Porque é sábado, este dia assinalado no século de então, perdurando através do calendário do tempo e dos homens, comemorado com orgulho e abnegação, há uma luz, semáforo verde da minha esperança de o passar tranquila e em segurança. Sinal perfeito para um dia com tempo de história, de pátria de quem a ela pertença. Mote para a contemplação, para a alegria e para os pequenos nadas que o tempo de agora oferece de bandeja, outono mascarado de verão. Puxo o lençol. Vermelho, de moderna forma de estar. Gosto disso. Aprecio quebra de tradições e costumes.

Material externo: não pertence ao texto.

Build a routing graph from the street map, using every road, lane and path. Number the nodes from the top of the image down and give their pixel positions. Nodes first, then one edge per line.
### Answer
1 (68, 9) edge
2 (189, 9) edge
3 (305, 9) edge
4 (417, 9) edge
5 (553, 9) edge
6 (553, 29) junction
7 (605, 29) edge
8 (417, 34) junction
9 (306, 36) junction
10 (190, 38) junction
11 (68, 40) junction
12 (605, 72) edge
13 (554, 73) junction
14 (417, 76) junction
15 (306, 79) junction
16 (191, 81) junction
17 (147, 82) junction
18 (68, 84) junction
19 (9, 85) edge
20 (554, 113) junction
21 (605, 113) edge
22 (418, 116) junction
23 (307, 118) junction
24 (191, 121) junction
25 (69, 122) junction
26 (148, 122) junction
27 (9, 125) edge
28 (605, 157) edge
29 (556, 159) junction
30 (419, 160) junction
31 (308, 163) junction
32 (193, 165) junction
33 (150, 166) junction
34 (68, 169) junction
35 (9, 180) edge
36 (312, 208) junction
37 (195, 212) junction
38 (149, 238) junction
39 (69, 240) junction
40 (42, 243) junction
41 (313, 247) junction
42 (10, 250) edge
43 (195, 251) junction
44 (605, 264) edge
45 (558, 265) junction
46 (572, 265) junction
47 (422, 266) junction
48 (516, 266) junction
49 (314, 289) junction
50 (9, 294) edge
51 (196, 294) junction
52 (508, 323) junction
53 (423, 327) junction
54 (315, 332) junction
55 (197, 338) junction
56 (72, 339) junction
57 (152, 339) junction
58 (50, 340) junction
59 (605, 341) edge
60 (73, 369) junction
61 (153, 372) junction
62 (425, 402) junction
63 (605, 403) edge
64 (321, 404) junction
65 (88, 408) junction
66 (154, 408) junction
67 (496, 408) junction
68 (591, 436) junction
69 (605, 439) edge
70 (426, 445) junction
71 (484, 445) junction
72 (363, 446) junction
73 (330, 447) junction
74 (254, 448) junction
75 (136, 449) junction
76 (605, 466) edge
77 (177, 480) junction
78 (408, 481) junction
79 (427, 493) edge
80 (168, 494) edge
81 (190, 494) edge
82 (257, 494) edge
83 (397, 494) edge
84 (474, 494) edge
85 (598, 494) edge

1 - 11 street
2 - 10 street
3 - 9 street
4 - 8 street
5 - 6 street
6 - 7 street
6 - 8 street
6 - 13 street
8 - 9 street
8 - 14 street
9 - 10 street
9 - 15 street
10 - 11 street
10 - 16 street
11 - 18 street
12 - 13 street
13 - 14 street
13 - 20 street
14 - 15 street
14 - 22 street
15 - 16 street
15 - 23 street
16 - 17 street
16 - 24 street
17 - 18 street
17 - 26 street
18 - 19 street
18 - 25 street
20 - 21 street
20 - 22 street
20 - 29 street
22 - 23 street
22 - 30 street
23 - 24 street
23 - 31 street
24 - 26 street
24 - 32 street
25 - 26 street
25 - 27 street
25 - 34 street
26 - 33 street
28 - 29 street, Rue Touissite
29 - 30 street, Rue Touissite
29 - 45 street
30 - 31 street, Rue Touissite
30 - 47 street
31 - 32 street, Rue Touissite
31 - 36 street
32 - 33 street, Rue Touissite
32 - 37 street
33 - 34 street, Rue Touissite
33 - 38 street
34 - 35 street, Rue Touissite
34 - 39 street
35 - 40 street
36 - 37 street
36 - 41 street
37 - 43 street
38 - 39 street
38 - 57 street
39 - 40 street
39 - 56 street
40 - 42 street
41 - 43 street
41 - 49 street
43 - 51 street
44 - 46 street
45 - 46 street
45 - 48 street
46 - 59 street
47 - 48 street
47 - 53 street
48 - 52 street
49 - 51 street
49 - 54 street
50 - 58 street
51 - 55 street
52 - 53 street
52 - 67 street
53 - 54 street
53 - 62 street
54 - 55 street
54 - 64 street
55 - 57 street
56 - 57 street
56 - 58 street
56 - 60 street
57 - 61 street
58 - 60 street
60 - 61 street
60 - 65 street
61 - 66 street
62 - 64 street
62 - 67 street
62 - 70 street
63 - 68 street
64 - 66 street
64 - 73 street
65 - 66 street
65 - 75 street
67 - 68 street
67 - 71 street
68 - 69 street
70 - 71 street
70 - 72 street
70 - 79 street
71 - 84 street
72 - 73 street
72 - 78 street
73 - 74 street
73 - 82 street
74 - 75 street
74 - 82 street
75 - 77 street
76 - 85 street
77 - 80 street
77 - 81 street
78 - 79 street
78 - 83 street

Deixo o rosto a descoberto. Olho o tecto falso deste laço verdadeiro que me prende ao espaço, ao bairro, ao ser que aqui respira noite e dia e sinto-me pronta para mais um dia. De sábado. De amor. Nesse laço eterno na minha eterna forma de sentir, prendendo e desatando a vida e quem pari.
Onde estou? No lugar onde o universo me coloca para me brindar. Na rota do amor mais puro. Na curva da sua chegada. E aqui quero permanecer enquanto for sábado. Também por o ser...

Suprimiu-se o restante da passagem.